Avec le temps, Amane commença à échanger un récipient vide contre un plein chaque jour, et son régime alimentaire s’améliora de manière spectaculaire.

                La cuisine de Mahiru était toujours légère et saine, et comme chaque plat lui donnait envie de riz, Amane se mit à préparer des paquets de riz au micro-ondes à chaque repas. L’ange avait un répertoire culinaire varié : japonais, chinois, et même occidental. Chaque jour apportait quelque chose de nouveau, mais chaque repas était délicieux, et Amane développa un appétit qu’il n’avait jamais eu auparavant.

                Comme un animal sauvage engraissé par les dons, Amane en vint rapidement à dépendre de la charité de Mahiru. Même s’il continuait à accepter docilement récipient après récipient, il savait que c’était présomptueux de s’attendre à un repas chaque jour. Pourtant, il se léchait les babines à chaque fois, heureux et affamé.

                « … Tu as l’air en forme ces derniers temps. Tu as changé ton alimentation ou quelque chose comme ça ? »

                Itsuki l’observa longuement et attentivement un jour à l’heure du déjeuner. Apparemment, son teint s’était amélioré — probablement parce qu’il fournissait enfin à son corps la nutrition dont il avait besoin.

                Amane savait que son ami était perspicace, et il sentit une légère sueur froide se former alors qu’il sirotait ses nouilles udon qu’il avait commandés pour le déjeuner à l’école.

                « Itsuki, tu me fais peur. » Dit-il.

                « Pourquoi ça ? Tu veux dire que j’ai raison ? »

                « Euh, eh bien, on pourrait dire que j’ai été forcé de réexaminer mon mode de vie, récemment. »

                Chaque fois qu’Amane croisait Mahiru près de leurs appartements, elle lui faisait gentiment remarquer qu’il devait prendre soin de lui, et elle partageait régulièrement son dîner avec lui. Il était donc naturel que sa vie s’améliore. D’un côté, il avait envie de l’appeler son ange gardien, mais une petite partie de lui avait aussi l’impression qu’elle se mêlait de ce qui ne la regardait pas.

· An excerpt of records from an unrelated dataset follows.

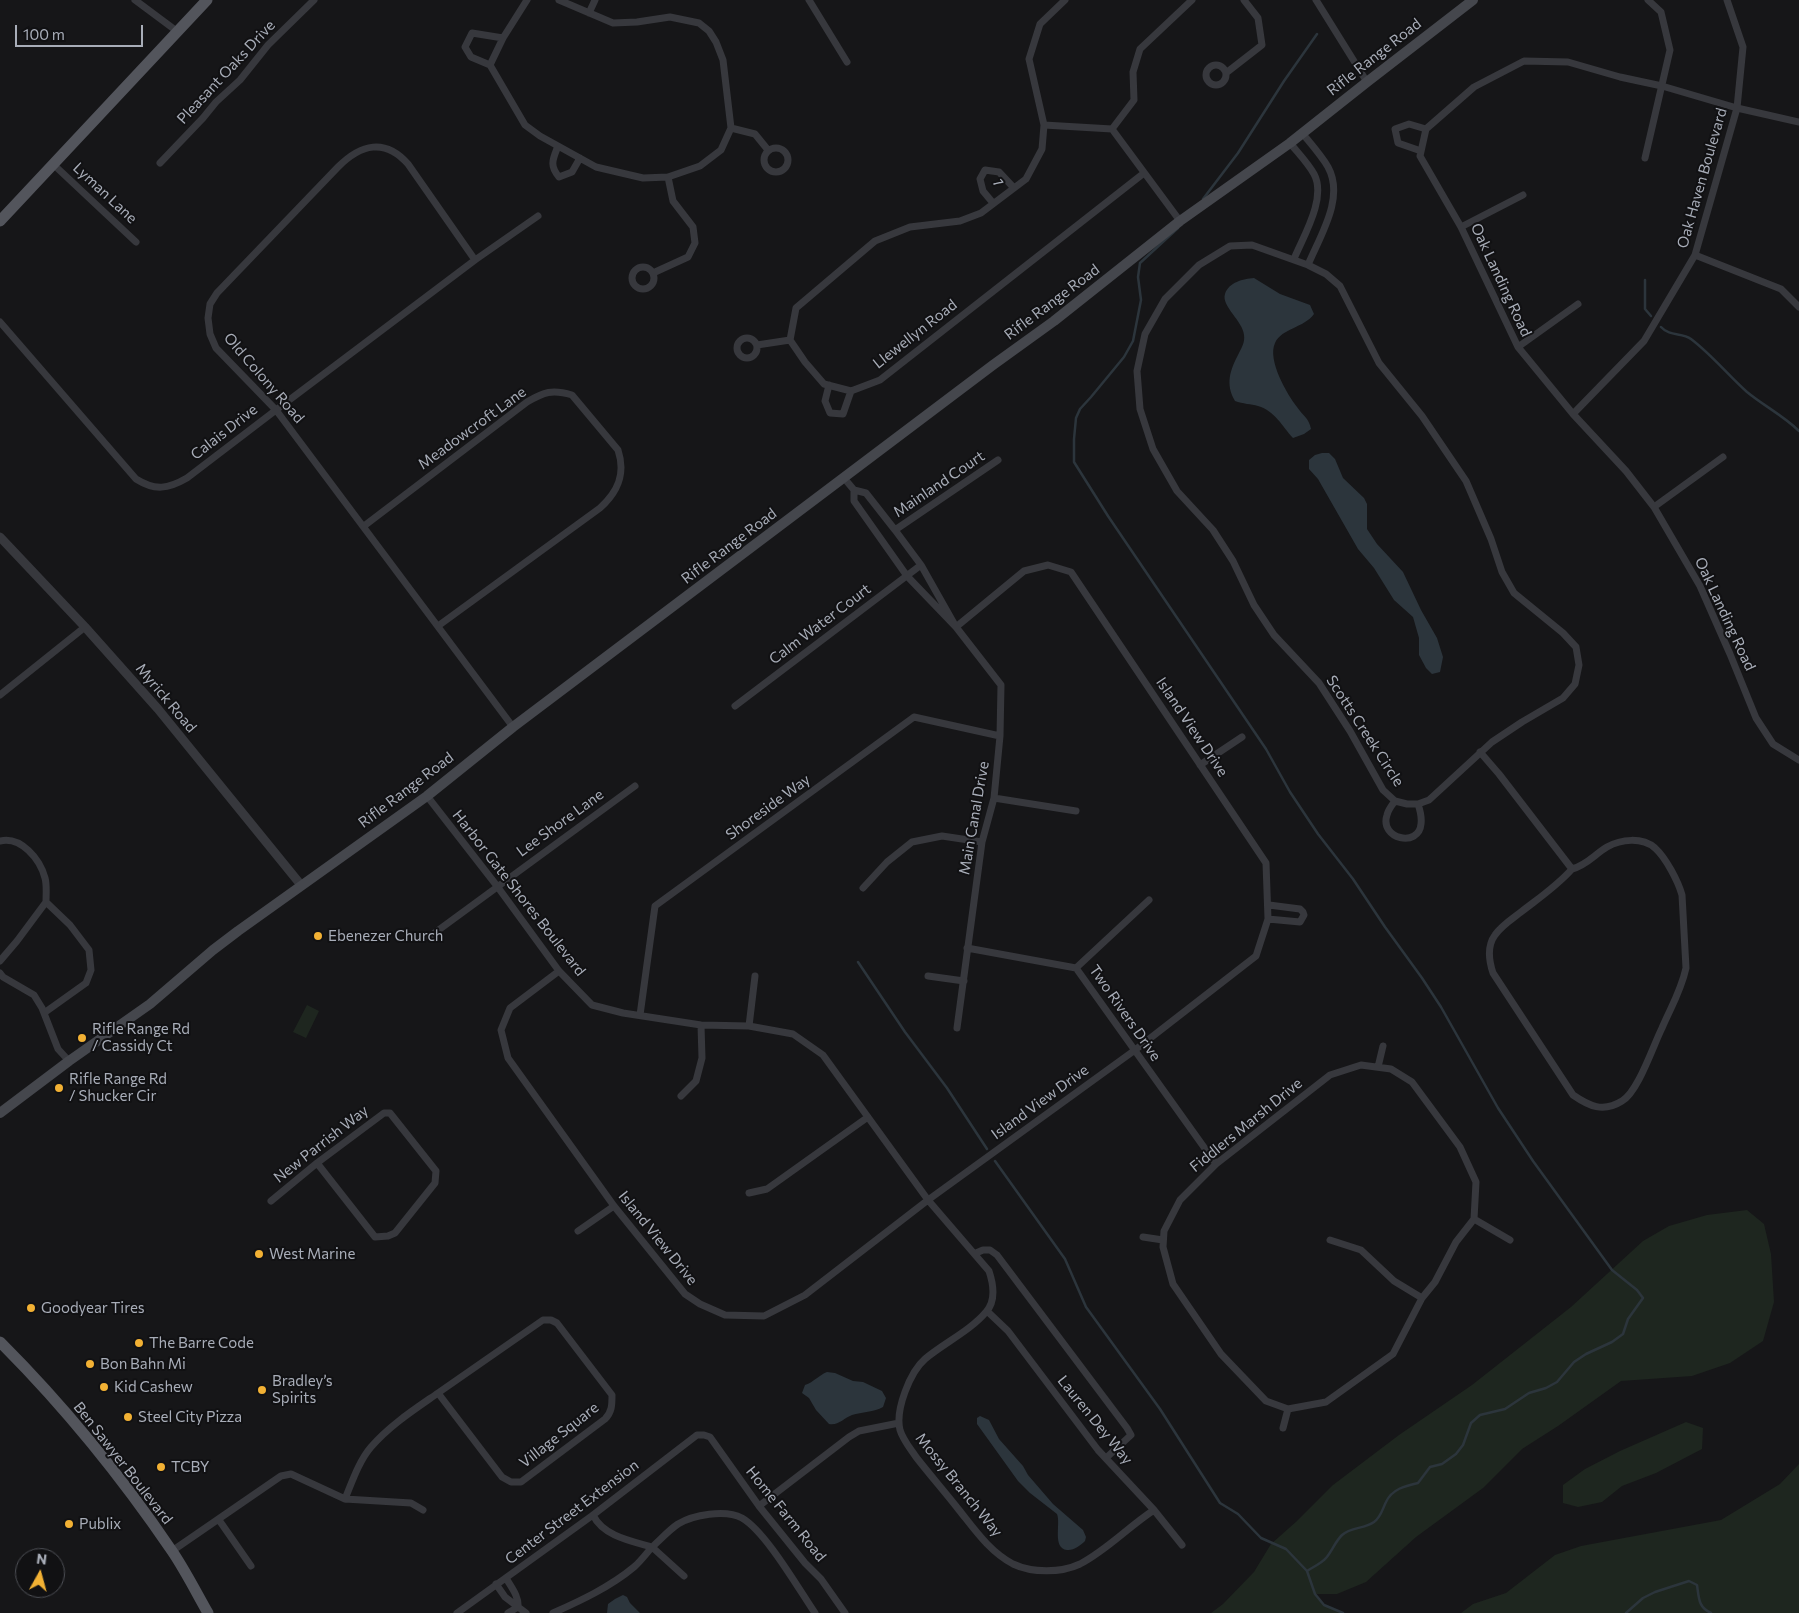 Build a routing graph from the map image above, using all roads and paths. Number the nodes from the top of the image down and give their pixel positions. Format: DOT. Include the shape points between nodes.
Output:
graph roads {
  1 [pos="134,0"];
  2 [pos="207,0"];
  3 [pos="314,0"];
  4 [pos="527,0"];
  5 [pos="559,0"];
  6 [pos="595,0"];
  7 [pos="809,0"];
  8 [pos="1065,0"];
  9 [pos="1192,0"];
  10 [pos="1244,0"];
  11 [pos="1316,0"];
  12 [pos="1473,0"];
  13 [pos="1648,0"];
  14 [pos="1727,0"];
  15 [pos="589,13"];
  16 [pos="178,32"];
  17 [pos="503,38"];
  18 [pos="847,62"];
  19 [pos="490,65"];
  20 [pos="1226,73"];
  21 [pos="1367,82"];
  22 [pos="1662,86"];
  23 [pos="1737,108"];
  24 [pos="1799,122"];
  25 [pos="1044,125"];
  26 [pos="731,128"];
  27 [pos="1426,129"];
  28 [pos="1112,130"];
  29 [pos="1302,133"];
  30 [pos="1290,143"];
  31 [pos="558,146"];
  32 [pos="768,150"];
  33 [pos="1421,151"];
  34 [pos="580,158"];
  35 [pos="1645,158"];
  36 [pos="160,163"];
  37 [pos="54,165"];
  38 [pos="1144,173"];
  39 [pos="668,177"];
  40 [pos="1014,188"];
  41 [pos="1523,195"];
  42 [pos="993,204"];
  43 [pos="538,216"];
  44 [pos="0,221"];
  45 [pos="1180,221"];
  46 [pos="1461,227"];
  47 [pos="136,242"];
  48 [pos="1695,254"];
  49 [pos="1294,259"];
  50 [pos="475,260"];
  51 [pos="1308,265"];
  52 [pos="653,273"];
  53 [pos="1578,304"];
  54 [pos="1799,307"];
  55 [pos="0,322"];
  56 [pos="790,340"];
  57 [pos="757,345"];
  58 [pos="1518,347"];
  59 [pos="828,385"];
  60 [pos="851,390"];
  61 [pos="276,410"];
  62 [pos="1572,414"];
  63 [pos="1723,457"];
  64 [pos="998,460"];
  65 [pos="844,478"];
  66 [pos="854,490"];
  67 [pos="1654,506"];
  68 [pos="364,526"];
  69 [pos="895,530"];
  70 [pos="0,537"];
  71 [pos="921,565"];
  72 [pos="907,576"];
  73 [pos="438,626"];
  74 [pos="85,627"];
  75 [pos="956,627"];
  76 [pos="0,695"];
  77 [pos="735,706"];
  78 [pos="513,727"];
  79 [pos="1000,736"];
  80 [pos="1242,737"];
  81 [pos="1480,752"];
  82 [pos="1799,760"];
  83 [pos="1200,765"];
  84 [pos="635,786"];
  85 [pos="427,796"];
  86 [pos="994,798"];
  87 [pos="1395,801"];
  88 [pos="1418,804"];
  89 [pos="1076,811"];
  90 [pos="0,841"];
  91 [pos="982,842"];
  92 [pos="1572,869"];
  93 [pos="301,885"];
  94 [pos="498,886"];
  95 [pos="864,888"];
  96 [pos="1149,900"];
  97 [pos="46,902"];
  98 [pos="1269,905"];
  99 [pos="1268,919"];
  100 [pos="429,937"];
  101 [pos="967,948"];
  102 [pos="0,961"];
  103 [pos="1076,968"];
  104 [pos="558,971"];
  105 [pos="0,973"];
  106 [pos="756,976"];
  107 [pos="928,976"];
  108 [pos="964,981"];
  109 [pos="44,1013"];
  110 [pos="640,1015"];
  111 [pos="700,1025"];
  112 [pos="749,1026"];
  113 [pos="957,1028"];
  114 [pos="1383,1046"];
  115 [pos="1135,1050"];
  116 [pos="68,1061"];
  117 [pos="1378,1067"];
  118 [pos="682,1096"];
  119 [pos="0,1113"];
  120 [pos="868,1117"];
  121 [pos="317,1163"];
  122 [pos="1216,1164"];
  123 [pos="749,1193"];
  124 [pos="928,1200"];
  125 [pos="271,1201"];
  126 [pos="614,1206"];
  127 [pos="1474,1218"];
  128 [pos="578,1231"];
  129 [pos="1144,1237"];
  130 [pos="1163,1240"];
  131 [pos="1330,1240"];
  132 [pos="1510,1240"];
  133 [pos="976,1254"];
  134 [pos="1422,1298"];
  135 [pos="987,1312"];
  136 [pos="0,1342"];
  137 [pos="438,1393"];
  138 [pos="1288,1408"];
  139 [pos="899,1423"];
  140 [pos="1283,1428"];
  141 [pos="704,1434"];
  142 [pos="1106,1458"];
  143 [pos="345,1499"];
  144 [pos="759,1506"];
  145 [pos="423,1510"];
  146 [pos="1154,1510"];
  147 [pos="593,1515"];
  148 [pos="219,1520"];
  149 [pos="1182,1545"];
  150 [pos="652,1547"];
  151 [pos="172,1551"];
  152 [pos="252,1566"];
  153 [pos="684,1576"];
  154 [pos="506,1578"];
  155 [pos="496,1584"];
  156 [pos="518,1607"];
  157 [pos="208,1613"];
  158 [pos="457,1613"];
  159 [pos="508,1613"];
  160 [pos="526,1613"];
  161 [pos="553,1613"];
  162 [pos="815,1613"];
  163 [pos="845,1613"];
  1 -- 16 [label="street"];
  2 -- 16 [label="main road"];
  3 -- 36 [label="street, Pleasant Oaks Drive" via="268,45 240,80"];
  4 -- 17 [label="street"];
  5 -- 15 [label="street"];
  6 -- 15 [label="street"];
  7 -- 18 [label="street"];
  8 -- 25 [label="street" via="1040,24 1029,59"];
  9 -- 28 [label="street" via="1140,49 1133,72 1134,100"];
  10 -- 20 [label="street" via="1258,18 1262,45"];
  11 -- 21 [label="street"];
  12 -- 21 [label="main road, Rifle Range Road"];
  13 -- 22 [label="street" via="1661,12 1670,50"];
  14 -- 23 [label="street, Oak Haven Boulevard" via="1743,47"];
  15 -- 26 [label="street" via="613,23 670,17 699,24 709,30 723,60"];
  16 -- 37 [label="main road"];
  17 -- 19 [label="street"];
  17 -- 19 [label="street" via="472,33 465,47 471,57"];
  19 -- 31 [label="street" via="525,125"];
  21 -- 29 [label="main road, Rifle Range Road"];
  22 -- 23 [label="street"];
  22 -- 27 [label="street" via="1568,62 1524,61 1474,87"];
  22 -- 35 [label="street"];
  23 -- 24 [label="street"];
  23 -- 48 [label="street, Oak Haven Boulevard"];
  25 -- 28 [label="street"];
  25 -- 40 [label="street" via="1042,149 1026,179"];
  26 -- 32 [label="street" via="755,134"];
  26 -- 39 [label="street" via="721,150 700,166"];
  27 -- 33 [label="street"];
  27 -- 33 [label="street" via="1409,124 1395,129 1398,143"];
  28 -- 38 [label="street"];
  29 -- 30 [label="main road, Rifle Range Road"];
  29 -- 51 [label="street" via="1328,168 1334,186 1331,210"];
  30 -- 45 [label="main road, Rifle Range Road"];
  30 -- 49 [label="street" via="1314,175 1318,188 1316,206"];
  31 -- 34 [label="street"];
  31 -- 34 [label="street" via="552,160 553,170 559,177 572,172"];
  33 -- 46 [label="street, Oak Landing Road" via="1420,156"];
  34 -- 39 [label="street" via="596,167 643,178"];
  37 -- 44 [label="main road"];
  37 -- 47 [label="street, Lyman Lane"];
  38 -- 45 [label="street"];
  38 -- 60 [label="street, Llewellyn Road" via="880,380"];
  39 -- 52 [label="street" via="673,201 693,227 694,243 688,257"];
  40 -- 42 [label="street"];
  40 -- 42 [label="street, 1" via="999,172 985,170 980,179"];
  41 -- 46 [label="street"];
  42 -- 56 [label="street" via="981,213 960,221 910,227 875,241 796,308"];
  43 -- 50 [label="street, Calais Drive"];
  45 -- 65 [label="main road, Rifle Range Road" via="1054,321"];
  46 -- 58 [label="street, Oak Landing Road"];
  48 -- 54 [label="street" via="1781,289"];
  48 -- 62 [label="street, Oak Haven Boulevard" via="1644,341"];
  49 -- 51 [label="street, Scotts Creek Circle"];
  49 -- 87 [label="street, Scotts Creek Circle" via="1252,245 1230,246 1199,265 1165,299 1145,334 1138,371 1140,410 1153,449 1177,492 1213,530 1274,634 1319,683 1383,790"];
  50 -- 61 [label="street, Calais Drive"];
  50 -- 61 [label="street, Old Colony Road" via="400,155 390,148 377,147 362,148 350,154 210,304 210,334 216,348"];
  51 -- 81 [label="street, Scotts Creek Circle" via="1340,286 1379,363 1422,416 1466,481 1502,572 1514,593 1576,647 1580,665 1575,684 1563,698"];
  53 -- 58 [label="street"];
  55 -- 61 [label="street, Calais Drive" via="136,479 146,486 174,486"];
  56 -- 57 [label="street"];
  56 -- 59 [label="street" via="804,362"];
  58 -- 62 [label="street, Oak Landing Road"];
  59 -- 60 [label="street"];
  59 -- 60 [label="street" via="825,401 830,413 842,414"];
  61 -- 68 [label="street, Old Colony Road"];
  62 -- 67 [label="street, Oak Landing Road"];
  63 -- 67 [label="street"];
  64 -- 69 [label="street, Mainland Court"];
  65 -- 66 [label="street, Main Canal Drive"];
  65 -- 78 [label="main road, Rifle Range Road"];
  66 -- 69 [label="street, Main Canal Drive" via="866,493"];
  66 -- 72 [label="street, Main Canal Drive" via="854,502"];
  67 -- 82 [label="street, Oak Landing Road" via="1700,586 1756,718 1773,744"];
  68 -- 73 [label="street, Old Colony Road"];
  68 -- 73 [label="street, Meadowcroft Lane" via="527,402 549,391 572,395 618,450 622,461 621,475 610,499"];
  69 -- 71 [label="street, Main Canal Drive"];
  70 -- 74 [label="street, Myrick Road"];
  71 -- 72 [label="street, Calm Water Court"];
  71 -- 75 [label="street, Main Canal Drive"];
  72 -- 75 [label="street, Main Canal Drive"];
  72 -- 77 [label="street, Calm Water Court"];
  73 -- 78 [label="street, Old Colony Road"];
  74 -- 76 [label="street"];
  74 -- 93 [label="street, Myrick Road" via="158,708"];
  75 -- 79 [label="street, Main Canal Drive" via="1001,684"];
  75 -- 83 [label="street, Island View Drive" via="1024,571 1048,565 1071,572"];
  78 -- 85 [label="main road, Rifle Range Road"];
  79 -- 86 [label="street, Main Canal Drive"];
  79 -- 110 [label="street, Shoreside Way" via="914,717 655,906"];
  80 -- 83 [label="street"];
  81 -- 88 [label="street, Scotts Creek Circle" via="1429,800"];
  81 -- 92 [label="street"];
  83 -- 98 [label="street, Island View Drive" via="1266,863"];
  84 -- 94 [label="street, Lee Shore Lane"];
  85 -- 93 [label="main road, Rifle Range Road"];
  85 -- 94 [label="street, Harbor Gate Shores Boulevard"];
  86 -- 89 [label="street"];
  86 -- 91 [label="street, Main Canal Drive"];
  87 -- 88 [label="street, Scotts Creek Circle"];
  87 -- 88 [label="street" via="1386,822 1388,830 1400,838 1413,836 1420,828"];
  90 -- 97 [label="street" via="17,842 38,860 45,879"];
  91 -- 95 [label="street" via="942,836 912,842 887,862"];
  91 -- 101 [label="street, Main Canal Drive"];
  92 -- 92 [label="street" via="1582,866 1619,841 1641,842 1654,847 1661,855 1682,895 1686,968 1677,1000 1628,1097 1611,1106 1588,1106 1573,1095 1493,973 1490,963 1494,935"];
  93 -- 116 [label="main road, Rifle Range Road" via="213,950 150,1004"];
  94 -- 100 [label="street, Lee Shore Lane"];
  94 -- 104 [label="street, Harbor Gate Shores Boulevard"];
  96 -- 103 [label="street"];
  97 -- 102 [label="street"];
  97 -- 109 [label="street" via="90,950 91,970 86,982"];
  98 -- 99 [label="street, Island View Drive"];
  98 -- 99 [label="street" via="1300,909 1304,915 1300,922"];
  99 -- 115 [label="street, Island View Drive" via="1256,956"];
  101 -- 103 [label="street, Two Rivers Drive"];
  101 -- 108 [label="street, Main Canal Drive"];
  103 -- 115 [label="street, Two Rivers Drive"];
  104 -- 110 [label="street, Harbor Gate Shores Boulevard" via="592,1005"];
  104 -- 126 [label="street, Island View Drive" via="510,1008 501,1030 508,1058"];
  105 -- 109 [label="street" via="34,996"];
  106 -- 112 [label="street"];
  107 -- 108 [label="street"];
  108 -- 113 [label="street, Main Canal Drive"];
  109 -- 116 [label="street" via="58,1049"];
  110 -- 111 [label="street, Harbor Gate Shores Boulevard"];
  111 -- 112 [label="street, Harbor Gate Shores Boulevard"];
  111 -- 118 [label="street" via="702,1058 696,1081"];
  112 -- 120 [label="street, Harbor Gate Shores Boulevard" via="793,1034 823,1055"];
  114 -- 117 [label="street"];
  115 -- 122 [label="street, Two Rivers Drive"];
  115 -- 124 [label="street, Island View Drive"];
  116 -- 119 [label="main road, Rifle Range Road"];
  117 -- 122 [label="street, Fiddlers Marsh Drive" via="1361,1065 1330,1075"];
  117 -- 127 [label="street, Fiddlers Marsh Drive" via="1391,1069 1412,1082 1460,1147 1476,1182"];
  120 -- 123 [label="street" via="767,1189"];
  120 -- 124 [label="street, Harbor Gate Shores Boulevard"];
  121 -- 121 [label="street, New Parrish Way" via="379,1116 390,1113 436,1171 435,1183 395,1233 375,1237"];
  121 -- 125 [label="street, New Parrish Way"];
  122 -- 130 [label="street, Fiddlers Marsh Drive" via="1180,1200"];
  124 -- 126 [label="street, Island View Drive" via="805,1295 764,1316 742,1317 725,1316 685,1294"];
  124 -- 133 [label="street, Harbor Gate Shores Boulevard"];
  126 -- 128 [label="street"];
  127 -- 132 [label="street"];
  127 -- 134 [label="street"];
  129 -- 130 [label="street"];
  130 -- 138 [label="street" via="1173,1284 1221,1354 1266,1401"];
  131 -- 134 [label="street" via="1361,1250 1394,1280"];
  133 -- 135 [label="street" via="989,1271 993,1284"];
  133 -- 142 [label="street" via="990,1250 997,1255 1127,1428 1131,1435"];
  134 -- 138 [label="street" via="1393,1354 1326,1402"];
  135 -- 139 [label="street, Mossy Branch Way" via="923,1361 904,1395"];
  135 -- 142 [label="street, Lauren Dey Way" via="1008,1331"];
  136 -- 151 [label="main road, Ben Sawyer Boulevard" via="40,1382 96,1447"];
  137 -- 137 [label="street, Village Square" via="542,1320 551,1320 557,1323 612,1395 612,1404 605,1419 521,1482 511,1482 502,1477"];
  137 -- 143 [label="street, Village Square" via="371,1447"];
  138 -- 140 [label="street"];
  139 -- 144 [label="street" via="849,1436"];
  139 -- 146 [label="street, Mossy Branch Way" via="907,1444 985,1542 1014,1564 1060,1571 1080,1564 1120,1538"];
  141 -- 144 [label="street, Home Farm Road" via="710,1437"];
  141 -- 147 [label="street, Center Street Extension" via="697,1435"];
  142 -- 146 [label="street, Lauren Dey Way"];
  143 -- 145 [label="street" via="411,1503"];
  143 -- 148 [label="street" via="291,1474 281,1476"];
  144 -- 163 [label="street, Home Farm Road" via="821,1579"];
  146 -- 149 [label="street, Lauren Dey Way"];
  147 -- 150 [label="street" via="597,1524 606,1531"];
  147 -- 154 [label="street, Center Street Extension"];
  148 -- 151 [label="street"];
  148 -- 152 [label="street"];
  150 -- 153 [label="street"];
  150 -- 161 [label="street" via="634,1567 601,1589"];
  150 -- 162 [label="street" via="677,1525 692,1518 720,1513 741,1518 762,1535"];
  151 -- 157 [label="main road, Ben Sawyer Boulevard"];
  154 -- 155 [label="street, Center Street Extension"];
  154 -- 156 [label="street"];
  155 -- 156 [label="street"];
  155 -- 158 [label="street, Center Street Extension"];
  156 -- 159 [label="street"];
  156 -- 160 [label="street"];
}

                Amane avait indirectement confirmé les soupçons d’Itsuki en esquivant la question, et Itsuki éclata de rire, ravi. « Ouais, je le savais. Tu avais toujours l’air en mauvaise santé à cause de la façon dont tu vivais. »

                « La ferme. »

                « Mais qu’est-ce qui t’a poussé à “réexaminer ton mode de vie” ? »

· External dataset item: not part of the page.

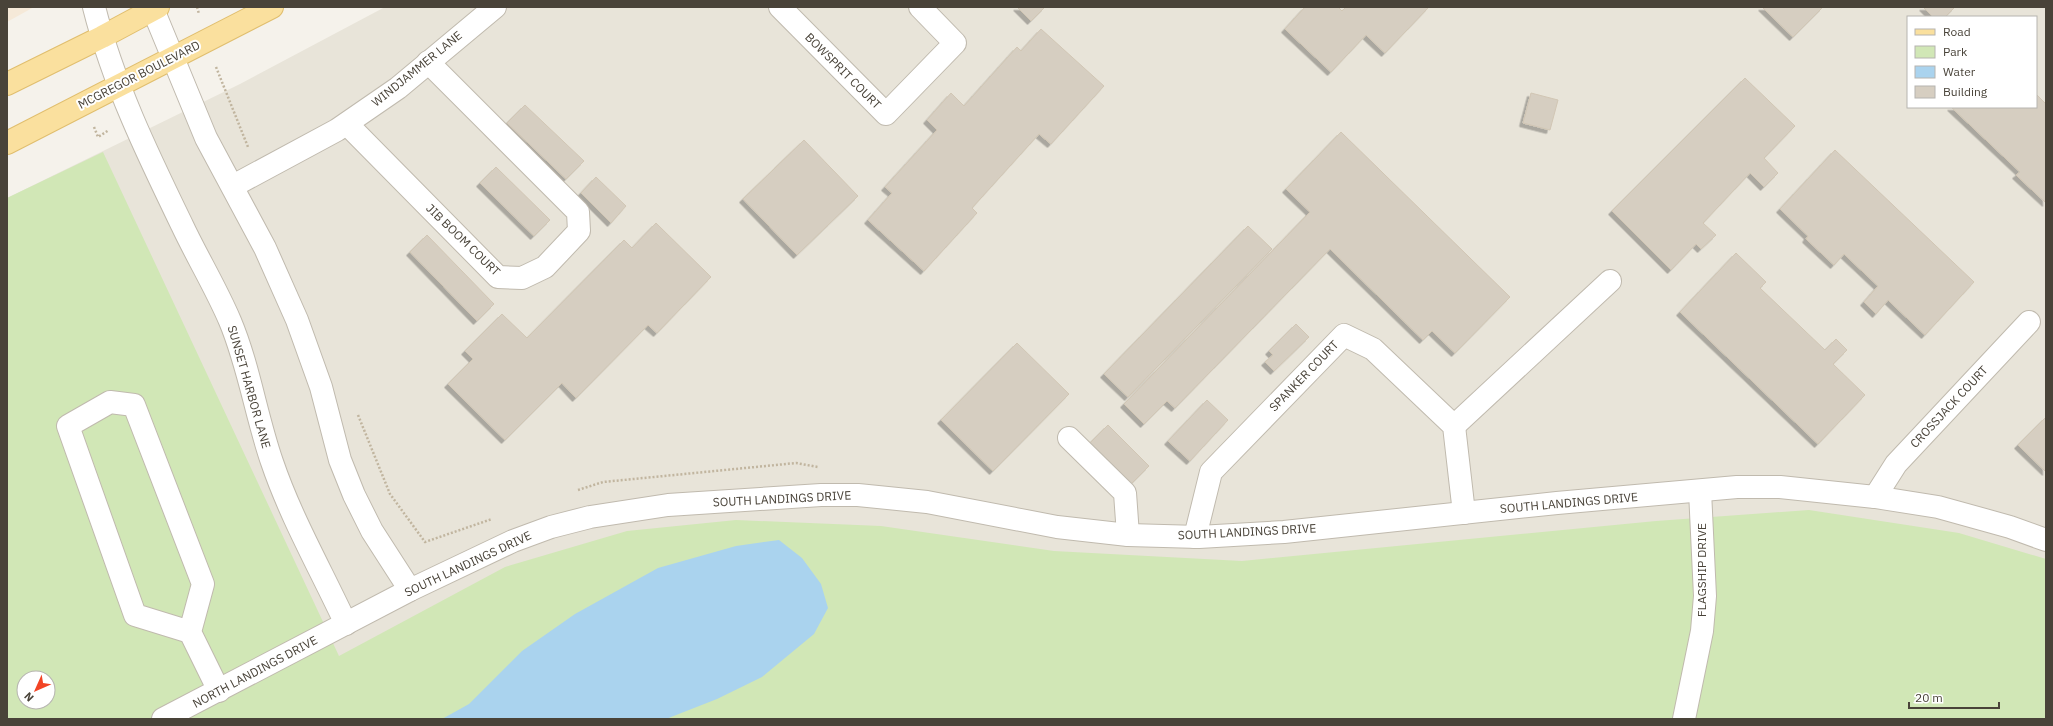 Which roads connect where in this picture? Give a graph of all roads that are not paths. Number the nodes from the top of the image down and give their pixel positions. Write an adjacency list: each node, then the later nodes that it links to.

                « Je suppose que j’y ai été contraint. »

                « Ah, ta mère l’a découvert ? »

                « … Tu n’as pas tout à fait raison, mais tu n’y es pas totalement non plus. »

                Mahiru ressemblait vraiment à la mère d’Amane parfois. Cependant, elle était beaucoup trop jeune et trop mignonne pour être une mère. Pourtant, la façon dont elle prenait soin d’Amane avec tant de minutie rendait difficile pour lui de lui refuser quoi que ce soit.

                « Dis, Itsuki ? Est-ce que j’avais vraiment l’air aussi malade que ça ? »

                « Hmm… Eh bien, pour commencer, tu es assez pâle. Je suppose que tu es assez grand, mais tu es tout mince. Tu traînes toujours les pieds d’une manière apathique, donc tu ressembles à un zombie. »

                « Mais c’est juste mon apparence… »

                « Tu crois que je ne le sais pas ? Essaye d’avoir l’air vivant pour une fois. »

                « Ne sois pas absurde… Attends, mais sérieusement… Un zombie ? »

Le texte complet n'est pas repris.